Spot each line in the data below containing "大阪港八尾線" and copy it.

--*--

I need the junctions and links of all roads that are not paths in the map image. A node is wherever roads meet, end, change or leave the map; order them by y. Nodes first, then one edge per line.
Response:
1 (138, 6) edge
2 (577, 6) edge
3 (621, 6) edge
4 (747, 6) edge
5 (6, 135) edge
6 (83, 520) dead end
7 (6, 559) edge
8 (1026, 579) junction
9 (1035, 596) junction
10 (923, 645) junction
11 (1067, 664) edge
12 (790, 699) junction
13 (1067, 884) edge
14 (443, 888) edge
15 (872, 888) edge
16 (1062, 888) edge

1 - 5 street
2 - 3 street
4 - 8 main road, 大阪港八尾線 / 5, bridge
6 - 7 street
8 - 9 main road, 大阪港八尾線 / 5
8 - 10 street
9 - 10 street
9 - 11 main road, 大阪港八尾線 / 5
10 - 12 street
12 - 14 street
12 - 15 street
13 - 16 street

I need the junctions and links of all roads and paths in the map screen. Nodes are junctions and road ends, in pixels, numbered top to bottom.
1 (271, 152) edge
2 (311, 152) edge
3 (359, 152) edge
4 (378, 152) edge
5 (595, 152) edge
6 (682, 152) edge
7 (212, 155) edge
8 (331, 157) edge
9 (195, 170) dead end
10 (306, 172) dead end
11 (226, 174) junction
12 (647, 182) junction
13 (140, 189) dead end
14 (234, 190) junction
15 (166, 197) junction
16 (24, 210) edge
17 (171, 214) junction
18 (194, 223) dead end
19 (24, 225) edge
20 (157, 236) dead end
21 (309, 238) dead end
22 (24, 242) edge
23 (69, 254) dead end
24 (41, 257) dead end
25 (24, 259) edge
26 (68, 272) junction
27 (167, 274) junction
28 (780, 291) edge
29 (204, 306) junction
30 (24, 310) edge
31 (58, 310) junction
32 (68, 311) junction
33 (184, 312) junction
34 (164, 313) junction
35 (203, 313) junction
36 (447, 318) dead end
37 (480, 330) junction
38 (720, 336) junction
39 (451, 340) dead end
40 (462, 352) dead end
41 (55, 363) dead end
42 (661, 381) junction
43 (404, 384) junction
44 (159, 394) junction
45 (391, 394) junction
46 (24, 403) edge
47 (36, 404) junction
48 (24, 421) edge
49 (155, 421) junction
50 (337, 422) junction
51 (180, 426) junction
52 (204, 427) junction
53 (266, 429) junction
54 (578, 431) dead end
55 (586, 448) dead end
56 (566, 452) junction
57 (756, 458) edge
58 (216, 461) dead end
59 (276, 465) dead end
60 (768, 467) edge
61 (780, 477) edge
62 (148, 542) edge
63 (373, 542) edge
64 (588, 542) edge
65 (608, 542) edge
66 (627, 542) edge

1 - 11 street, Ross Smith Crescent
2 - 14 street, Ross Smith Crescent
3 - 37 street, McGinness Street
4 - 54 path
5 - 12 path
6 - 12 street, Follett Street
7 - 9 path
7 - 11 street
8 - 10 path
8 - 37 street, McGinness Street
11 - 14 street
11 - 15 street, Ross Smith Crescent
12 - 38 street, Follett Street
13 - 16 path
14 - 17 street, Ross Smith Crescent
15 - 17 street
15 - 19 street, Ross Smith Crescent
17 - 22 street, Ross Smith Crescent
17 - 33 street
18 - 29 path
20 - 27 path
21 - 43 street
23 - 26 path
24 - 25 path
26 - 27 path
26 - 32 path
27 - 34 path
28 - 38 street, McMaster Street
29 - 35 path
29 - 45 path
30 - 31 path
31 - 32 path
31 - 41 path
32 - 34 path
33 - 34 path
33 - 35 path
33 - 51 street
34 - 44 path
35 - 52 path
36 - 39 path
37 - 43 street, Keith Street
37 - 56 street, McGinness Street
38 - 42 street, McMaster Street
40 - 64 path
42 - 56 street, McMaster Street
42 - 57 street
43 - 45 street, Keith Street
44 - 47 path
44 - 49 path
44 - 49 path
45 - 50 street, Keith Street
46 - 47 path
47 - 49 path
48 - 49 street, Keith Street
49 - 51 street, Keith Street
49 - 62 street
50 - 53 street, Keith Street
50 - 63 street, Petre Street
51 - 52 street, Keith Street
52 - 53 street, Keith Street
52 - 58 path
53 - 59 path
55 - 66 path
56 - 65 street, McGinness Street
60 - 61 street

--*--

__Task answer__
4 - 8 main road, 大阪港八尾線 / 5, bridge
8 - 9 main road, 大阪港八尾線 / 5
9 - 11 main road, 大阪港八尾線 / 5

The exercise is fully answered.